Conflict and disaster forced more than 33 million people to flee within their own countries last year, putting them at greater risk amid the global COVID-19 pandemic, monitors said Tuesday.
The new figure brings the total number of people living in internal displacement to a record 50.8 million, according to a report by the Internal Displacement Monitoring Centre (IDMC) and the Norwegian Refugee Council (NRC).
The number of internally displaced people (IDPs) is far higher than the some 26 million who have fled across borders as refugees.
"IDPs are often highly vulnerable people living in crowded camps, emergency shelters and informal settlements with little or no access to healthcare," IDMC director Alexandra Bilak said in a statement. "The global coronavirus pandemic will make them more vulnerable still," she said, warning it would "compromise their already precarious living conditions by further limiting their access to essential services and humanitarian aid."

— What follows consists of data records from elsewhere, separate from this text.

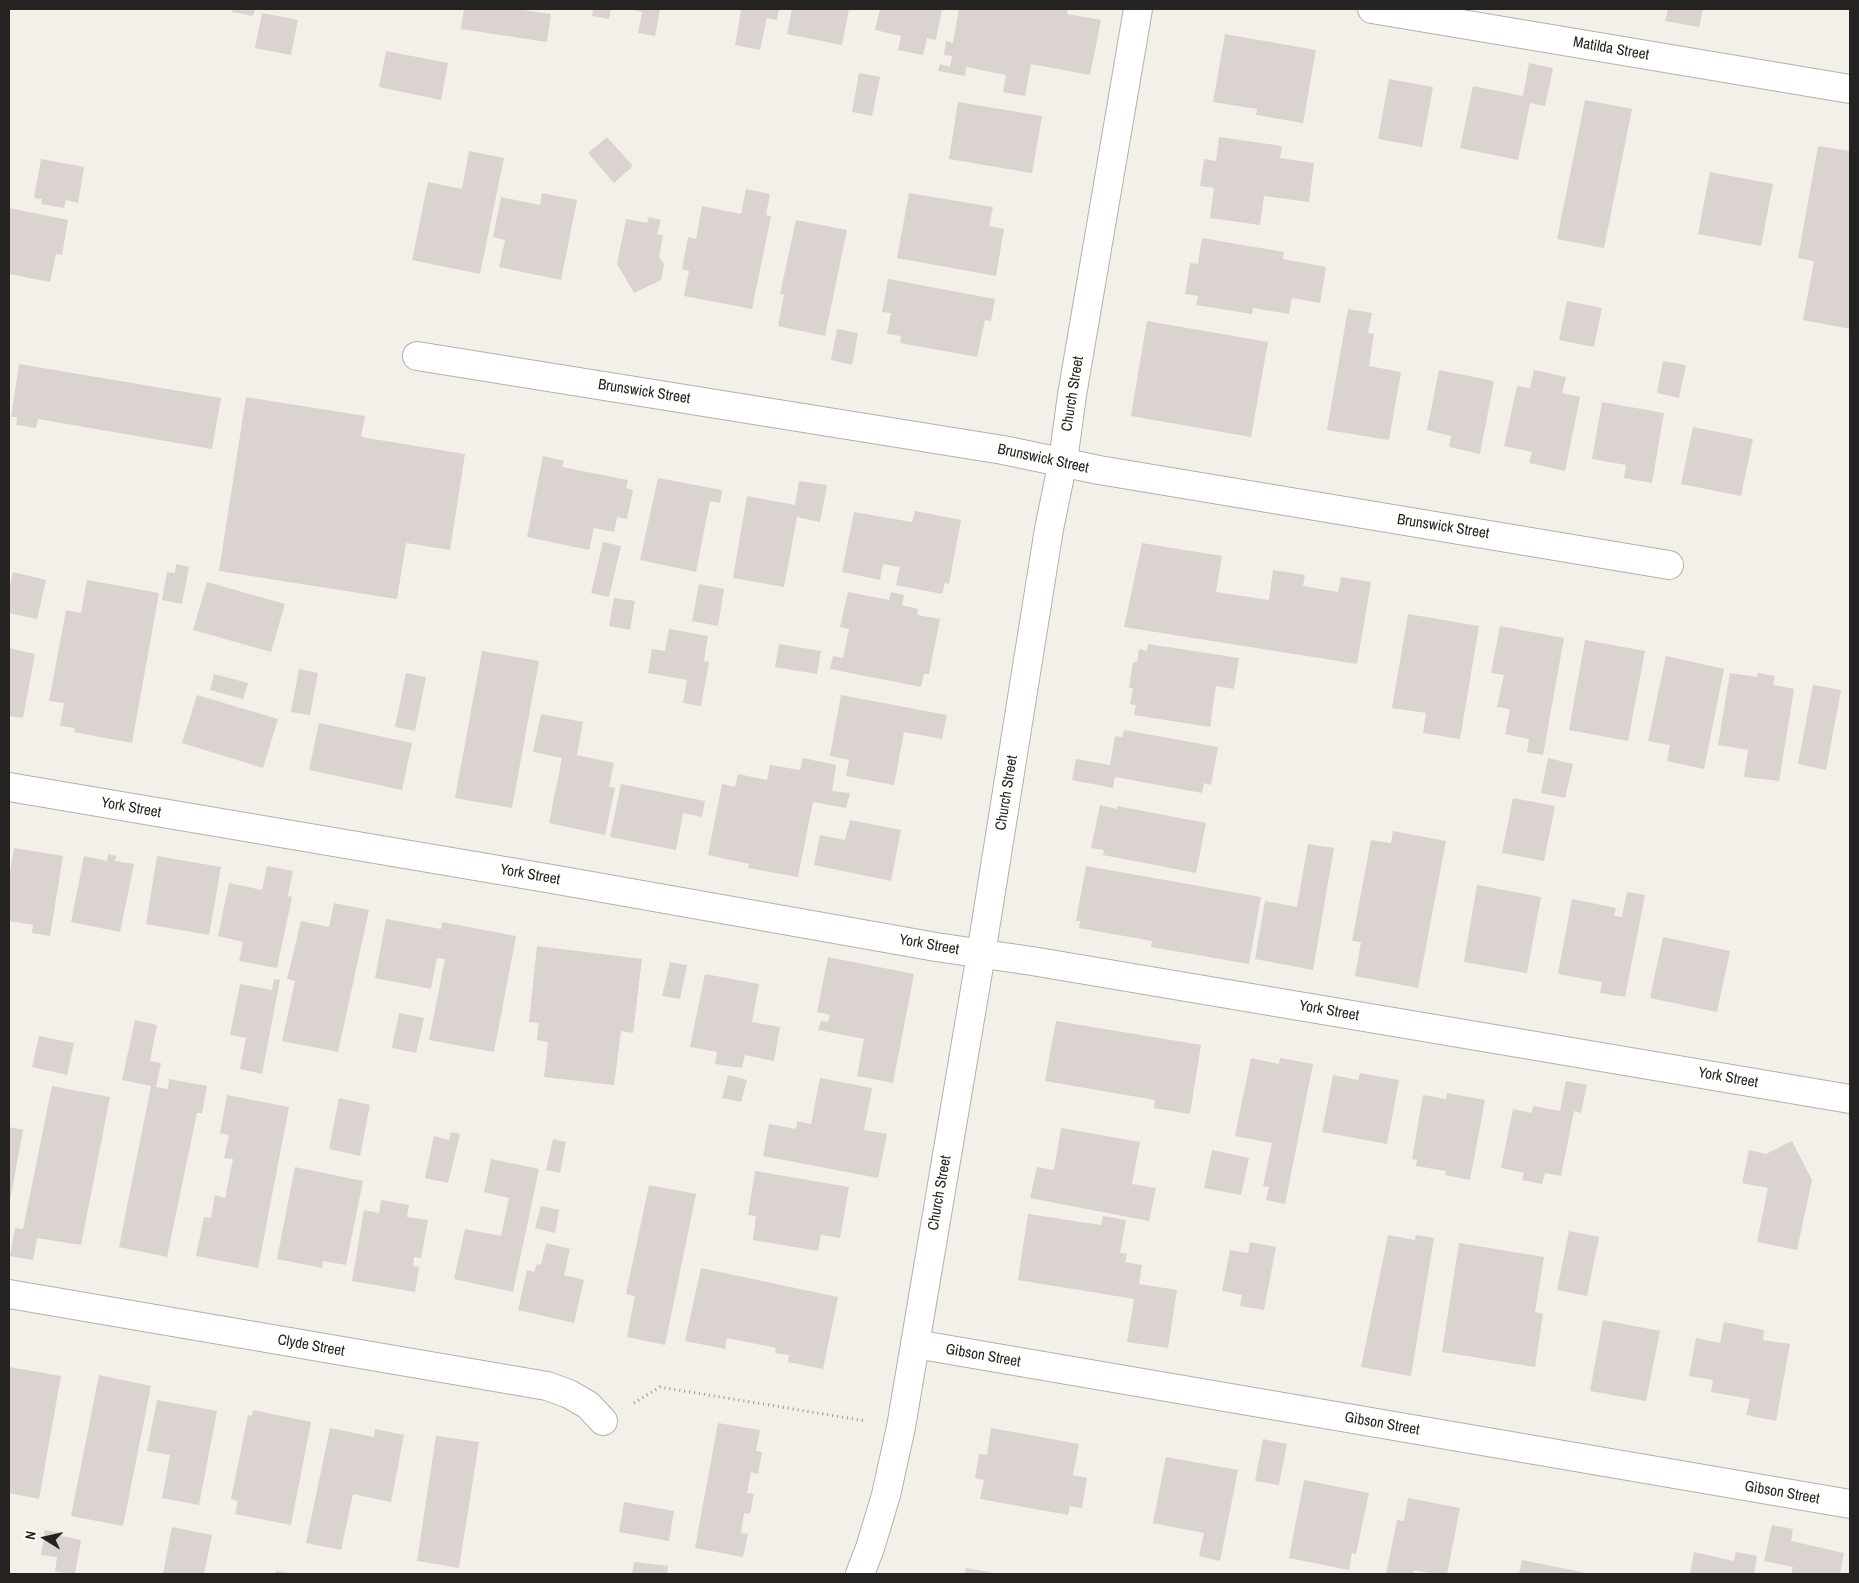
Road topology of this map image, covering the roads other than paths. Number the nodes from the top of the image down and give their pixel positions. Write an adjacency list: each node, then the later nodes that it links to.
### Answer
1 (1138, 9): 5 (street, Church Street)
2 (1372, 9): 3 (street, Matilda Street)
3 (1850, 89)
4 (417, 356): 5 (street, Brunswick Street)
5 (1063, 462): 6 (street, Brunswick Street); 8 (street, Church Street)
6 (1669, 565)
7 (9, 787): 8 (street, York Street)
8 (980, 954): 9 (street, York Street); 11 (street, Church Street)
9 (1850, 1099)
10 (9, 1294): 12 (street, Clyde Street)
11 (914, 1344): 13 (street, Gibson Street); 14 (street, Church Street)
12 (603, 1421)
13 (1850, 1504)
14 (860, 1574)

The report found that conflict forced 8.5 million IDPs to flee last year in countries like Syria, the Democratic Republic of Congo, Ethiopia and South Sudan. Together with those already displaced, more than 45 million people live in internal displacement brought on by conflict, including nearly 6.5 million in Syria, which has been ravaged by nine years of civil war.
Another 5.1 million people were living in internal displacement due to natural disasters at the end of 2019, out of nearly 25 million who fled their homes due to such disasters throughout the year.